DATA FOR REVIEW:
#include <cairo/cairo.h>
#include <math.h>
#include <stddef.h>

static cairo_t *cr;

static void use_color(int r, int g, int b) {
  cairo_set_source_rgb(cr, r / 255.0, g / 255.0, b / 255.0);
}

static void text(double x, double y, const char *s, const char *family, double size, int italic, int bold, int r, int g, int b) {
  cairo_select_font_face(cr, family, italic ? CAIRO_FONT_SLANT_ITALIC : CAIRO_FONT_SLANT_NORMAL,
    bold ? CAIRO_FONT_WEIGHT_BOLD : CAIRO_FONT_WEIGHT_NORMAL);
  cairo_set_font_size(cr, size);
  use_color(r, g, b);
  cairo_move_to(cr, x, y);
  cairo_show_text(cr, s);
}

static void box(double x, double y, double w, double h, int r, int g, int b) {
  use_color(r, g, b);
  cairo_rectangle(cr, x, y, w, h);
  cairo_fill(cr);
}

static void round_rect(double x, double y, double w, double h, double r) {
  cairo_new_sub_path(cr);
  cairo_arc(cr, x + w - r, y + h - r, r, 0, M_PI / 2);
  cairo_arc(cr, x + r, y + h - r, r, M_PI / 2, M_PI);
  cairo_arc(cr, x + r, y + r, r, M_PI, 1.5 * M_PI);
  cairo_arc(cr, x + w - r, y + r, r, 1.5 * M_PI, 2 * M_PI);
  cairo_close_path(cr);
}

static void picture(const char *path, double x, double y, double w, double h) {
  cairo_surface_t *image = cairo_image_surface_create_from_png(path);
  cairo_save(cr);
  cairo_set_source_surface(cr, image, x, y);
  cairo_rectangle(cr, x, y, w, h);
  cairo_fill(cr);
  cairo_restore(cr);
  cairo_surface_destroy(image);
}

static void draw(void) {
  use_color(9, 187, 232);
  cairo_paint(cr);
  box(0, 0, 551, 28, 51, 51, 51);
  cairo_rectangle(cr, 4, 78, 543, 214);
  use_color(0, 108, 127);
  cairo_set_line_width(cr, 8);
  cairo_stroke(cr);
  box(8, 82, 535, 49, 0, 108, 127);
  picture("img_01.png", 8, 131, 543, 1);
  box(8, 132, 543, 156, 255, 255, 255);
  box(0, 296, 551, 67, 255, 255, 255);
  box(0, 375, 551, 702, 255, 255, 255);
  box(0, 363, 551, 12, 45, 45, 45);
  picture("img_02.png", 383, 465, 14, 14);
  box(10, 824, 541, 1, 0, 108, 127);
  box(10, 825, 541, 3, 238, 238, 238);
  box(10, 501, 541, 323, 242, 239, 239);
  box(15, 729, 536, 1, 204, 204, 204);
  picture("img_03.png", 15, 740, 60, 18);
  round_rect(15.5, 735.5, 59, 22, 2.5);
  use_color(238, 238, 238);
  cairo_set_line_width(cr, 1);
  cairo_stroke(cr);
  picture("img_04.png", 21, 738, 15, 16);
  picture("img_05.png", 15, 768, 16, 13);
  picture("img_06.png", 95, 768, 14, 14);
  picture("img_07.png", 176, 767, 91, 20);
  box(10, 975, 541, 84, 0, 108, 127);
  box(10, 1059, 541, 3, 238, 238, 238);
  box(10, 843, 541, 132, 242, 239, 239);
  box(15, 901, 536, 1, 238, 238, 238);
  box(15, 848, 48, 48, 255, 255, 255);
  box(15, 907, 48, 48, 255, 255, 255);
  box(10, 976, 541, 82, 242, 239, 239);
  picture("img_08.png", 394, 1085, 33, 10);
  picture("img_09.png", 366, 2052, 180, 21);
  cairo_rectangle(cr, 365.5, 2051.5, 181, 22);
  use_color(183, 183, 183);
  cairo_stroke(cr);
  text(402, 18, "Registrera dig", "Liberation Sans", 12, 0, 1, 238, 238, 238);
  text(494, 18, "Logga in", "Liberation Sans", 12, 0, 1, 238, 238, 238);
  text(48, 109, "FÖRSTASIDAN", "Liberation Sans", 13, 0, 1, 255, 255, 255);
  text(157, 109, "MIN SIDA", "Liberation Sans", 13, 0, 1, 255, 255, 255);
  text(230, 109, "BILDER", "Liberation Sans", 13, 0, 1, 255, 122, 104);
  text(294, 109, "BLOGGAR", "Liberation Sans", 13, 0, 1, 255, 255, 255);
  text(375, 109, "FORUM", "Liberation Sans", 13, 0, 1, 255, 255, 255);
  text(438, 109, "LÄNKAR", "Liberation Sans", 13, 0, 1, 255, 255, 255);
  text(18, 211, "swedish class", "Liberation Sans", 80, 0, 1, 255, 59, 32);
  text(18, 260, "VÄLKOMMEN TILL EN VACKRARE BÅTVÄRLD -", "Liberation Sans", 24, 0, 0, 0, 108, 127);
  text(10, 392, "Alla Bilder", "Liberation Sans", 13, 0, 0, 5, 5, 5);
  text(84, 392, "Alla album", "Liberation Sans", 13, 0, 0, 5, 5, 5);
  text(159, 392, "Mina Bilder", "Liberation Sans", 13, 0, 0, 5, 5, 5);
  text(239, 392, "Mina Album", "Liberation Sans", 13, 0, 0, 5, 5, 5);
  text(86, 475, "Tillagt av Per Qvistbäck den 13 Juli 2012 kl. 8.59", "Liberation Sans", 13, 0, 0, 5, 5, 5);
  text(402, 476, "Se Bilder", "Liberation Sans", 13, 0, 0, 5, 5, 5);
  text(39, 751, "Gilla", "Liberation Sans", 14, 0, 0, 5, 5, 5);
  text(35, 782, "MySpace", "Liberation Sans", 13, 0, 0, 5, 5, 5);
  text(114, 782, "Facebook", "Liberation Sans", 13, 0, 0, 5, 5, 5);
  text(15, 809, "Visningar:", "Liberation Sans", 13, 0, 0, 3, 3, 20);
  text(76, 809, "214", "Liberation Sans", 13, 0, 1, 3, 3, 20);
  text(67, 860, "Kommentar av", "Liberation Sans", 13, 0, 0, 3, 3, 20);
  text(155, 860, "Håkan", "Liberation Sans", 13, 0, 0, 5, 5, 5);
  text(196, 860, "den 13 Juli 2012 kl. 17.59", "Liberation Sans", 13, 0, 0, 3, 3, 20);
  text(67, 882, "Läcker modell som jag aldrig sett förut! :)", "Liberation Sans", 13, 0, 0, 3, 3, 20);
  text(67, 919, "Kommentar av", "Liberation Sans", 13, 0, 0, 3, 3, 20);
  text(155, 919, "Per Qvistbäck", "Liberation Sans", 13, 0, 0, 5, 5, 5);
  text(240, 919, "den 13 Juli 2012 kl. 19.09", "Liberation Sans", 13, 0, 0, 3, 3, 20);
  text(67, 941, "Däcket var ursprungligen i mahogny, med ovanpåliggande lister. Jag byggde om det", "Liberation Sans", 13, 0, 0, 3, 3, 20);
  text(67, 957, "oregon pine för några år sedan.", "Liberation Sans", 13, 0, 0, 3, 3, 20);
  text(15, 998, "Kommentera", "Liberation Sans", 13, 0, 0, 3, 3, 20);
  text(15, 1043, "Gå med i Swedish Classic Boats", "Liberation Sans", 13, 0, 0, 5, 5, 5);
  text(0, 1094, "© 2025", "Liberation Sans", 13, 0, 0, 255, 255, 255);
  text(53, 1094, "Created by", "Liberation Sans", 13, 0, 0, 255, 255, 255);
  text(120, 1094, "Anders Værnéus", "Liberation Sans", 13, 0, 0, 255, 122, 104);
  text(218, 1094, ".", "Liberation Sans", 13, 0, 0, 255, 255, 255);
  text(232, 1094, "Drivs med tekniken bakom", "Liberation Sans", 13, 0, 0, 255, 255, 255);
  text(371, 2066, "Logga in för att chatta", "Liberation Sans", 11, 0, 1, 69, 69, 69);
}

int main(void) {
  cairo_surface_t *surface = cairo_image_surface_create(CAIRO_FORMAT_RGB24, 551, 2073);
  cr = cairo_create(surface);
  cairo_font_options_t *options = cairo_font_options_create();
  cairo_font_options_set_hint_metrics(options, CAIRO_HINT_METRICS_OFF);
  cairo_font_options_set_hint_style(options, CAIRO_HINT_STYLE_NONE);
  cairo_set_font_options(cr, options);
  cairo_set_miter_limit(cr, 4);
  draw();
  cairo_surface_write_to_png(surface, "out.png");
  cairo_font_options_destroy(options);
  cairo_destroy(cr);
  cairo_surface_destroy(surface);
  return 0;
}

WHAT THE TASK REQUIRES: The answer must be a single number: the count of lines in the listing that hold the string "family".

PROBLEM SOLUTION: 2